Description of the task:
Check every line of the entries for the string "rectangle" and return the ones that contain it.

Saved data entries
———
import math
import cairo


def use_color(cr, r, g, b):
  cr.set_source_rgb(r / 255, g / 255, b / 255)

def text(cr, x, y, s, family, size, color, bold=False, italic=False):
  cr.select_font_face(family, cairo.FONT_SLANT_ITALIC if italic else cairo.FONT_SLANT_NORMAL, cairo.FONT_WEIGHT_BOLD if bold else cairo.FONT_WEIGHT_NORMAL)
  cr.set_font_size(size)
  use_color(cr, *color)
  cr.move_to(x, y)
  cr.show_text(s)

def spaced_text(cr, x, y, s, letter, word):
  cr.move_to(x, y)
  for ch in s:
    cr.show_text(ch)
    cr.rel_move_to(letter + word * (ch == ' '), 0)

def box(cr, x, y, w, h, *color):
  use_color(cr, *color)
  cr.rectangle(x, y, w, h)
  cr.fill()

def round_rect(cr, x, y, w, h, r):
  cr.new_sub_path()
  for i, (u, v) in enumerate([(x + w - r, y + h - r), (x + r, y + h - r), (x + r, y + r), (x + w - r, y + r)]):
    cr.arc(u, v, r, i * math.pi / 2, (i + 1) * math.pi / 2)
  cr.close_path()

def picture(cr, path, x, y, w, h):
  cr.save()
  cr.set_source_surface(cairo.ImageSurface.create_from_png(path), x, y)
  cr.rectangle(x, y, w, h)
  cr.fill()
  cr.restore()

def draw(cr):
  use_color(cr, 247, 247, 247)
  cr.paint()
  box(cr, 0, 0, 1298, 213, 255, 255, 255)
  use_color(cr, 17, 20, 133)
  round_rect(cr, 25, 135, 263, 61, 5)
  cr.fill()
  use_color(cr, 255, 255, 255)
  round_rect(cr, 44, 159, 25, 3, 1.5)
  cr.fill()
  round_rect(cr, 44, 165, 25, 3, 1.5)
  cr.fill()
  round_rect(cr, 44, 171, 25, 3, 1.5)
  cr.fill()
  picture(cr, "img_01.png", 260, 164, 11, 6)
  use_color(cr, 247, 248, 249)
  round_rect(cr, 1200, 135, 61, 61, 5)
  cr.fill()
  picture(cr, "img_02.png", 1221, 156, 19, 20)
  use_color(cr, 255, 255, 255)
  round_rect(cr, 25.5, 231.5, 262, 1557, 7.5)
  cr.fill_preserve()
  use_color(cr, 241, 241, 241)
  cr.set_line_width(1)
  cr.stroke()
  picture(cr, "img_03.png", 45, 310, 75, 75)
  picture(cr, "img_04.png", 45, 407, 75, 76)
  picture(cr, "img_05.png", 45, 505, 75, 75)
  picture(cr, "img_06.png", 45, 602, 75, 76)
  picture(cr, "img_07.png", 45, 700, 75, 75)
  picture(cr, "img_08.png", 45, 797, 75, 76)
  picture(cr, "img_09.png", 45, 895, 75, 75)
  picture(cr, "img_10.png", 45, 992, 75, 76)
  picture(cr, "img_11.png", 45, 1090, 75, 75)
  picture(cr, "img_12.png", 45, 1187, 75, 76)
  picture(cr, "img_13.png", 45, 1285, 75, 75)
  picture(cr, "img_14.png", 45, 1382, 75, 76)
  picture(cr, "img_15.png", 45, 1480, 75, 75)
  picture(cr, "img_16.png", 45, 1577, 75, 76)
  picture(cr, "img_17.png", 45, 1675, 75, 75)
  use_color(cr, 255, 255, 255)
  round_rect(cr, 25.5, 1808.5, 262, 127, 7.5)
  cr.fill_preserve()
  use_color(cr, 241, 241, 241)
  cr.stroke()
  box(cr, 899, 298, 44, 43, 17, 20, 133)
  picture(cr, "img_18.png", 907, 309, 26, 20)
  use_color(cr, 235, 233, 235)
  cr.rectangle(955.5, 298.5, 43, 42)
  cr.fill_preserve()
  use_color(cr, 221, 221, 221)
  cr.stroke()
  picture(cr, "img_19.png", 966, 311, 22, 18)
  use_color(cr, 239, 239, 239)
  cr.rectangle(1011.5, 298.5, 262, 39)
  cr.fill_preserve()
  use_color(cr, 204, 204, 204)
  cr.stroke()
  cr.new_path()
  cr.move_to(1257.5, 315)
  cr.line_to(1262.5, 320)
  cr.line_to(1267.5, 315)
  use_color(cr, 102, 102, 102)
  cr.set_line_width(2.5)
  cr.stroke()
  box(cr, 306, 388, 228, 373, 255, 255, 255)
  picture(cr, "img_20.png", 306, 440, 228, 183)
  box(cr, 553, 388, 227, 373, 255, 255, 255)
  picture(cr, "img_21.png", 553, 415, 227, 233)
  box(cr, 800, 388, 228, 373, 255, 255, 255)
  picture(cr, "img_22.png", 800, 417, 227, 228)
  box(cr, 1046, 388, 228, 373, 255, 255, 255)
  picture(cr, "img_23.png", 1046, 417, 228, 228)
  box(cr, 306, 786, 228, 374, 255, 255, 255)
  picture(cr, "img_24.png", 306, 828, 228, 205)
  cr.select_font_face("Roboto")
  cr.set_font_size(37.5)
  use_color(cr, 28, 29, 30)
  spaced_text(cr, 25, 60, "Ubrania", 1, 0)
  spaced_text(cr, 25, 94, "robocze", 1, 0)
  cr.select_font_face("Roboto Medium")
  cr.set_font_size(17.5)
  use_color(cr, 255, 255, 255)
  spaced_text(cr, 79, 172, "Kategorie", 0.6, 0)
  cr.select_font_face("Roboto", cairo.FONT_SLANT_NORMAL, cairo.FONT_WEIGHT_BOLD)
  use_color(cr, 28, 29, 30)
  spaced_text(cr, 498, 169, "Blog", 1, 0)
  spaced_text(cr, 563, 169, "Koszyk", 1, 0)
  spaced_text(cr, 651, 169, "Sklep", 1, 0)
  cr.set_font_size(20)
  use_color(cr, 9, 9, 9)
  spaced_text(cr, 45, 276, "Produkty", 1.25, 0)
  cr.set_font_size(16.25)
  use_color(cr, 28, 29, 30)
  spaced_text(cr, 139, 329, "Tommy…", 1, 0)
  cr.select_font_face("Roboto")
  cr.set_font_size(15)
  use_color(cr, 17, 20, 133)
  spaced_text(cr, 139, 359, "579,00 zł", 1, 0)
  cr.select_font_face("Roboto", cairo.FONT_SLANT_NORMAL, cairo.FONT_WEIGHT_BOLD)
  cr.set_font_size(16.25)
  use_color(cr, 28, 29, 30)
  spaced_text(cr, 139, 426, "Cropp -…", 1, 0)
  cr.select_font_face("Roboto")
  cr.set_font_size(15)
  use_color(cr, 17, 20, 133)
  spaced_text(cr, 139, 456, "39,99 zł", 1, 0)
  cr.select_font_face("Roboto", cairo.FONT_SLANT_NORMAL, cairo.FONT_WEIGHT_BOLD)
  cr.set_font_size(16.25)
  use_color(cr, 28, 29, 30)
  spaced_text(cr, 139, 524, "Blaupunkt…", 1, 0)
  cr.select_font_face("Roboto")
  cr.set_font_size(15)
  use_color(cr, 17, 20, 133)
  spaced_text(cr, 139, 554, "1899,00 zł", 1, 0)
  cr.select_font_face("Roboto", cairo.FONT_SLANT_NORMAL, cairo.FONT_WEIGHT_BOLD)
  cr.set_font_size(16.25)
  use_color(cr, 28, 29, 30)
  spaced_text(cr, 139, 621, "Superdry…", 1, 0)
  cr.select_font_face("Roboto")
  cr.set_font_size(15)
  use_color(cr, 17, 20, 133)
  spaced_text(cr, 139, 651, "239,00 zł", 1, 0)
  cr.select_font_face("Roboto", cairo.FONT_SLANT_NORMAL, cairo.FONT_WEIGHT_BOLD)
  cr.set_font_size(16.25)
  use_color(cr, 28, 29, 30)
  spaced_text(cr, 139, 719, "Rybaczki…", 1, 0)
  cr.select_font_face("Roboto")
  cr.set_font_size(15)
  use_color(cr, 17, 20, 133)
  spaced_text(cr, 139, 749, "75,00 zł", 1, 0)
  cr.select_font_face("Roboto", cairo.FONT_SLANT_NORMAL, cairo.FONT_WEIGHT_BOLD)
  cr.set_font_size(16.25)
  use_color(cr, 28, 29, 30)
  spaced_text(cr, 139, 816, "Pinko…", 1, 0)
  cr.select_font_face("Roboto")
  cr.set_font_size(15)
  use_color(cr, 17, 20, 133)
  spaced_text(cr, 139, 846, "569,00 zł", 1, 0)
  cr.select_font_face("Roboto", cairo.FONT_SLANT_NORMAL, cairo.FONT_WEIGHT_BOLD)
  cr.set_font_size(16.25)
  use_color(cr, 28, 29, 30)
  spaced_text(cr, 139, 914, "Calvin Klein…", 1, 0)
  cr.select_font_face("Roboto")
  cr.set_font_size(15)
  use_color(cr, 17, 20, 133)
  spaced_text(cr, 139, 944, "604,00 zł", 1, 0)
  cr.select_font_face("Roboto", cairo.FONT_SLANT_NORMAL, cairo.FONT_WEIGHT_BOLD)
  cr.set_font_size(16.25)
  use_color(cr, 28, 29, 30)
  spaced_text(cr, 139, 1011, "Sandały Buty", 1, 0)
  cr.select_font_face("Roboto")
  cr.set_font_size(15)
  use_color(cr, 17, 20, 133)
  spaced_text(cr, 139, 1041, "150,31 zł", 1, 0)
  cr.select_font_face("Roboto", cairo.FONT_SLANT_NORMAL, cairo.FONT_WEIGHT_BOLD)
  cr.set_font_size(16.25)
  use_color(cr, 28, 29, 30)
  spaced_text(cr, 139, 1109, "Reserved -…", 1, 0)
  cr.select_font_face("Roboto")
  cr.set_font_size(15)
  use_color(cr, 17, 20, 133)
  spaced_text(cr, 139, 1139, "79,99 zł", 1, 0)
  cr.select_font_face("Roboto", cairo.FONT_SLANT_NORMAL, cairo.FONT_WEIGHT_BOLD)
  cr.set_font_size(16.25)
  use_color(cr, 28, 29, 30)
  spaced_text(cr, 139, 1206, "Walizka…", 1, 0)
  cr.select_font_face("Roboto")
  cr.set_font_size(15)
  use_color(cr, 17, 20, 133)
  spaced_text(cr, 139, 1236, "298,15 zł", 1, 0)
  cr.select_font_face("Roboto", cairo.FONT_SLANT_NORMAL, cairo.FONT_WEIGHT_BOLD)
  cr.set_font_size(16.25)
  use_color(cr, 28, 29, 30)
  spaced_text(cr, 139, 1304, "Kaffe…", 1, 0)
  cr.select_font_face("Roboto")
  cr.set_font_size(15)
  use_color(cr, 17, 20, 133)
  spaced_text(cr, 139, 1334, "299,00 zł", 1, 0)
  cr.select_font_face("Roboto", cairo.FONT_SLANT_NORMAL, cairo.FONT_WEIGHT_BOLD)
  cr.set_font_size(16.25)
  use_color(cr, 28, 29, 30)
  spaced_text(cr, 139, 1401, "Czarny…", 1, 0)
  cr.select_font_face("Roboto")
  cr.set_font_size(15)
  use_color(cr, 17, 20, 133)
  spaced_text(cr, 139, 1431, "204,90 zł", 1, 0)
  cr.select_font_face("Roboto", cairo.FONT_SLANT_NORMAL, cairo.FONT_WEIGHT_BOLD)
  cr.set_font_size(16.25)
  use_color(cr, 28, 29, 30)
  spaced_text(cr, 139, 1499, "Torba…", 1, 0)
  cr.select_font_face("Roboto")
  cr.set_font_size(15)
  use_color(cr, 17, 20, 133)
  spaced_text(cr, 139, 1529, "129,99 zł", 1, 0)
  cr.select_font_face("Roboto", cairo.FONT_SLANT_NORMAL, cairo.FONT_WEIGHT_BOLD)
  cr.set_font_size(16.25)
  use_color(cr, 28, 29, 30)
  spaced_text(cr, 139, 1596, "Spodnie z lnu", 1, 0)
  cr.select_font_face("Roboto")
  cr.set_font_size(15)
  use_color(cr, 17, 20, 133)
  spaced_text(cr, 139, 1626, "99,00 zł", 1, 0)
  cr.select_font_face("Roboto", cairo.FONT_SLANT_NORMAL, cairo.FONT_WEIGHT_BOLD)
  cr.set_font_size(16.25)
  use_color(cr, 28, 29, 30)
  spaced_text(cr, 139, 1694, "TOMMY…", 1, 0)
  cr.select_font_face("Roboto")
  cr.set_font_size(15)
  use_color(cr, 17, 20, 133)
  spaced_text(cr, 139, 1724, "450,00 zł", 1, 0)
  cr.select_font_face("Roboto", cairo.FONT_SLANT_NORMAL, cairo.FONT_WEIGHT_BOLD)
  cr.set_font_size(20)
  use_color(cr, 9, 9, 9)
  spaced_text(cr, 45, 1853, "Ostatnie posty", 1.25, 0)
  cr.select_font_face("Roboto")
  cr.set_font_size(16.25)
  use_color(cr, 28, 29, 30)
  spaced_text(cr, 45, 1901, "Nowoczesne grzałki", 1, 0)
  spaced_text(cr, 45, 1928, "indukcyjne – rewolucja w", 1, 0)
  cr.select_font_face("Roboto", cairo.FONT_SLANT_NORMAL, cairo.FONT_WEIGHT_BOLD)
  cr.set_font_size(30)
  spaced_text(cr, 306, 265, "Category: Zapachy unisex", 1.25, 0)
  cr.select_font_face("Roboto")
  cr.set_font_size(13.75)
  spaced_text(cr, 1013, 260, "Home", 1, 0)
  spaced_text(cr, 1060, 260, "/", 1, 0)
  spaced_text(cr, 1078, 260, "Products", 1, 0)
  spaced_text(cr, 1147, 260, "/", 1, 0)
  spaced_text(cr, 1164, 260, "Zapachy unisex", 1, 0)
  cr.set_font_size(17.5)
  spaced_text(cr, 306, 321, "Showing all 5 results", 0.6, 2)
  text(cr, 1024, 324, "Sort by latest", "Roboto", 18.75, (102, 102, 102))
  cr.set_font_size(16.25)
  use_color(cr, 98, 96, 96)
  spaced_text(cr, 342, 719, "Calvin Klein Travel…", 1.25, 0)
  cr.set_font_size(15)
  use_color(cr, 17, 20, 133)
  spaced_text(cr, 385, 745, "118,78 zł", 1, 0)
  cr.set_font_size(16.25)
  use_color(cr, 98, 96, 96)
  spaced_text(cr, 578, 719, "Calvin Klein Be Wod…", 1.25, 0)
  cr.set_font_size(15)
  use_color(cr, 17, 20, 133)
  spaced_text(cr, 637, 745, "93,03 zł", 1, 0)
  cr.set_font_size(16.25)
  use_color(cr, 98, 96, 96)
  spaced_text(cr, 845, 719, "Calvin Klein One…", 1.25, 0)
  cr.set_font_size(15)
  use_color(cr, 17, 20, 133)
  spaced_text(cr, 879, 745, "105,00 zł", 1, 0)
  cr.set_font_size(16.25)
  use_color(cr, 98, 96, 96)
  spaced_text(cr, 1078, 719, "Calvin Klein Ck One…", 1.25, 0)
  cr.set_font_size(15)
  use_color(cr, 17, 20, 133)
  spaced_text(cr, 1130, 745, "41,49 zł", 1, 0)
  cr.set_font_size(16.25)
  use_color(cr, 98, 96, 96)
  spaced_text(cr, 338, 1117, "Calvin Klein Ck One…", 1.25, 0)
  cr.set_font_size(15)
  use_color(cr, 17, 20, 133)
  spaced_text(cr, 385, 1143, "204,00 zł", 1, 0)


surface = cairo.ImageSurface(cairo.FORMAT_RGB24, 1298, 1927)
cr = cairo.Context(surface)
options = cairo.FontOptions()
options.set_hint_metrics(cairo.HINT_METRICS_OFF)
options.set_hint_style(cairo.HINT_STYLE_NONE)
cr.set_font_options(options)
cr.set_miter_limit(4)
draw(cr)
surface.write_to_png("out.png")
———
Task result:
  cr.rectangle(x, y, w, h)
  cr.rectangle(x, y, w, h)
  cr.rectangle(955.5, 298.5, 43, 42)
  cr.rectangle(1011.5, 298.5, 262, 39)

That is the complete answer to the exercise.